Bien entendu, la juste répartition des charges ne suffira pas à elle seule à rétablir les comptes de la sécurité sociale. Des réformes structurelles seront nécessaires afin d'assurer la pérennité de notre modèle social .

C'est pourquoi la commission proposera une nouvelle fois d'engager rapidement une réforme paramétrique du système de retraite , dont les déficits devraient peser lourdement, à terme, sur les comptes sociaux.

Concrètement, une conférence de financement serait chargée de formuler des propositions autour des différents paramètres de calcul des pensions , sur le modèle de la conférence réunie par le Gouvernement et prévue à l'article 57 du projet de loi instituant un système universel de retraite.

En cas de succès de cette conférence, le législateur traduirait les termes de l'accord soit dans le cadre d'une « loi retraites » soit dans le prochain PLFSS.

Mais en cas d'échec de cette conférence, la commission propose, à partir du 1 er janvier 2023, l'application d'un relèvement progressif de l'âge d'ouverture des droits pour le porter à 64 ans au 1 er janvier 2030 pour les générations nées à partir du 1 er janvier 1966.

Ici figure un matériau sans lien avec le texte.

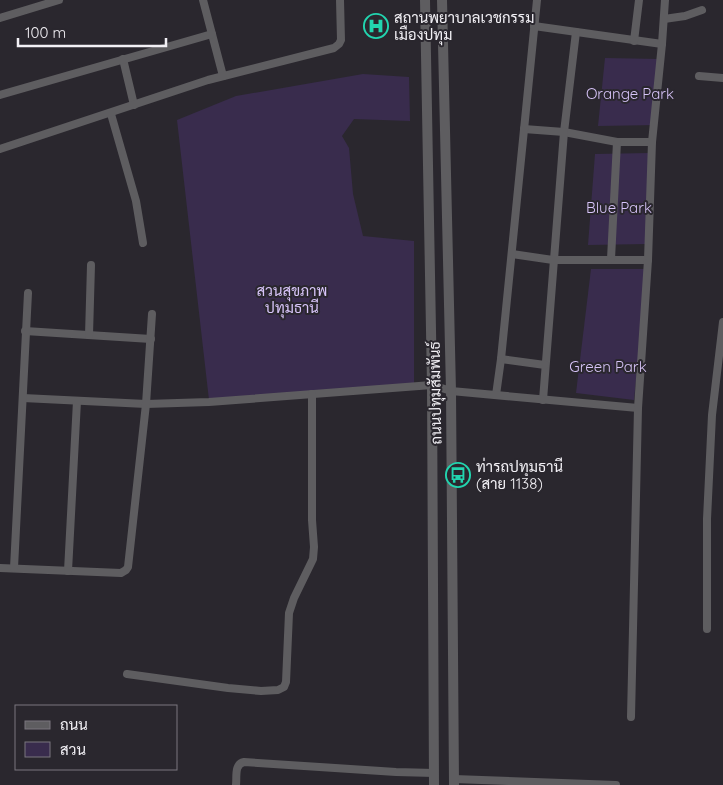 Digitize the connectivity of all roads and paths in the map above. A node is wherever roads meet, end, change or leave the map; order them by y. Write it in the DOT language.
graph roads {
  1 [pos="59,0"];
  2 [pos="203,0"];
  3 [pos="340,0"];
  4 [pos="425,0"];
  5 [pos="442,0"];
  6 [pos="537,0"];
  7 [pos="639,0"];
  8 [pos="665,0"];
  9 [pos="702,10"];
  10 [pos="0,18"];
  11 [pos="664,19"];
  12 [pos="534,26"];
  13 [pos="576,32"];
  14 [pos="212,34"];
  15 [pos="634,41"];
  16 [pos="662,44"];
  17 [pos="122,59"];
  18 [pos="223,76"];
  19 [pos="699,76"];
  20 [pos="723,78"];
  21 [pos="0,86"];
  22 [pos="1,95"];
  23 [pos="134,105"];
  24 [pos="111,114"];
  25 [pos="524,129"];
  26 [pos="564,132"];
  27 [pos="617,142"];
  28 [pos="652,142"];
  29 [pos="0,149"];
  30 [pos="143,243"];
  31 [pos="512,254"];
  32 [pos="611,259"];
  33 [pos="553,260"];
  34 [pos="648,260"];
  35 [pos="92,265"];
  36 [pos="28,293"];
  37 [pos="152,314"];
  38 [pos="723,322"];
  39 [pos="25,331"];
  40 [pos="90,335"];
  41 [pos="151,339"];
  42 [pos="501,359"];
  43 [pos="545,364"];
  44 [pos="432,385"];
  45 [pos="451,391"];
  46 [pos="312,394"];
  47 [pos="496,395"];
  48 [pos="23,398"];
  49 [pos="543,400"];
  50 [pos="77,401"];
  51 [pos="146,404"];
  52 [pos="638,408"];
  53 [pos="0,568"];
  54 [pos="14,568"];
  55 [pos="68,571"];
  56 [pos="707,630"];
  57 [pos="127,674"];
  58 [pos="631,717"];
  59 [pos="434,773"];
  60 [pos="454,782"];
  61 [pos="236,785"];
  62 [pos="434,785"];
  63 [pos="616,785"];
  1 -- 10 [label="street"];
  2 -- 14 [label="street"];
  3 -- 18 [label="street"];
  4 -- 44 [label="street, ถนนปทุมสัมพันธ์"];
  5 -- 45 [label="street, ถนนปทุมสัมพันธ์"];
  6 -- 12 [label="street"];
  7 -- 15 [label="street"];
  8 -- 11 [label="street"];
  9 -- 11 [label="street"];
  11 -- 16 [label="street"];
  12 -- 13 [label="street"];
  12 -- 25 [label="street"];
  13 -- 15 [label="street"];
  13 -- 26 [label="street"];
  14 -- 17 [label="street"];
  14 -- 18 [label="street"];
  15 -- 16 [label="street"];
  16 -- 28 [label="street"];
  17 -- 22 [label="street"];
  17 -- 23 [label="street"];
  18 -- 23 [label="street"];
  19 -- 20 [label="street"];
  21 -- 22 [label="street"];
  23 -- 24 [label="street"];
  24 -- 29 [label="street"];
  24 -- 30 [label="street"];
  25 -- 26 [label="street"];
  25 -- 31 [label="street"];
  26 -- 27 [label="street"];
  26 -- 33 [label="street"];
  27 -- 28 [label="street"];
  27 -- 32 [label="street"];
  28 -- 34 [label="street"];
  31 -- 33 [label="street"];
  31 -- 42 [label="street"];
  32 -- 33 [label="street"];
  32 -- 34 [label="street"];
  33 -- 43 [label="street"];
  34 -- 52 [label="street"];
  35 -- 40 [label="street"];
  36 -- 39 [label="street"];
  37 -- 41 [label="street"];
  38 -- 56 [label="street"];
  39 -- 40 [label="street"];
  39 -- 48 [label="street"];
  40 -- 41 [label="street"];
  41 -- 51 [label="street"];
  42 -- 43 [label="street"];
  42 -- 47 [label="street"];
  43 -- 49 [label="street"];
  44 -- 45 [label="street"];
  44 -- 46 [label="street"];
  44 -- 59 [label="street, ถนนปทุมสัมพันธ์"];
  45 -- 47 [label="street"];
  45 -- 60 [label="street, ถนนปทุมสัมพันธ์"];
  46 -- 51 [label="street"];
  46 -- 57 [label="street"];
  47 -- 49 [label="street"];
  48 -- 50 [label="street"];
  48 -- 54 [label="street"];
  49 -- 52 [label="street"];
  50 -- 51 [label="street"];
  50 -- 55 [label="street"];
  51 -- 55 [label="street"];
  52 -- 58 [label="street"];
  53 -- 54 [label="street"];
  54 -- 55 [label="street"];
  59 -- 61 [label="street"];
  59 -- 62 [label="street, ถนนปทุมสัมพันธ์"];
  60 -- 63 [label="street"];
}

La durée d'assurance nécessaire pour accéder à une pension au taux plein serait également augmentée au travers de l'accélération du dispositif de la loi Touraine de 2014, visant à atteindre les 172 trimestres dès la génération 1966 (au lieu de 1973) . Le relèvement de l'âge minimum légal ne concernerait pas l'âge d'annulation de la décote qui demeure fixé à 67 ans.

Par cohérence, les régimes spéciaux convergeraient progressivement vers ces paramètres d'ici 2032 , dans des conditions définies par décret.

La commission prend ainsi une nouvelle fois ses responsabilités, à l'inverse du Gouvernement, qui a pourtant beaucoup communiqué sur le sujet avant le dépôt du présent PLFSS. Il importe que nos concitoyens soient conscients qu'à l'issue de la crise très forte que nous venons de traverser, la préservation de notre sécurité sociale à long terme, au bénéfice des jeunes générations, passe par un effort collectif qui devra se fonder en premier lieu sur l'emploi .

c) Renforcer le contrôle du Parlement sur les dépenses des organismes financés par la sécurité sociale

Enfin, pour permettre le retour à une trajectoire financière vertueuse, il importe de mettre fin à une pratique trop fréquente des gouvernements consistant à prendre la sécurité sociale pour un gigantesque « budget annexe » gérable à l'envi par décrets ou par arrêtés ministériels sans consultation du Parlement.

Les augmentations massives du budget de l'ANSP en 2020 puis 2021, qui pouvaient sans doute se justifier mais uniquement sous le contrôle du Parlement, en constituent une parfaite illustration.

C'est pourquoi la commission propose d'étendre à tous les fonds et organismes financés par l'assurance maladie la règle d'une fixation de leur dotation annuelle de la branche maladie par la loi (en pratique, la LFSS) afin que ces budgets ne puissent plus être augmentés subrepticement, à l'initiative du seul Gouvernement.

Cette démarche de saine gestion des finances publiques s'inscrit dans la continuité des propositions formulées dans la proposition de loi sur le cadre organique des LFSS déposée par Jean-Marie Vanlerenberghe en mars dernier 8 ( * ) , puis reprises lors de l'examen par le Sénat de la proposition de loi organique relative aux LFSS du député Thomas Mesnier 9 ( * ) .


* 7 Financement que l'État assumait jusqu'en 2019.

* 8 Proposition de loi organique n° 492 (2020-2021) tendant à renforcer le pilotage financier de la sécurité sociale et à garantir la soutenabilité des comptes sociaux, de M. Jean-Marie Vanlerenberghe, Mme Catherine Deroche, MM. René-Paul Savary, Alain Milon, Philippe Mouiller, Mmes Élisabeth Doineau, Corinne Imbert et Pascale Gruny.

* 9 Cf. rapport Sénat n° 825 (2020-2021) de Jean-Marie Vanlerenberghe et texte n° 159 (2020-2021), modifié par le Sénat le 28 septembre 2021.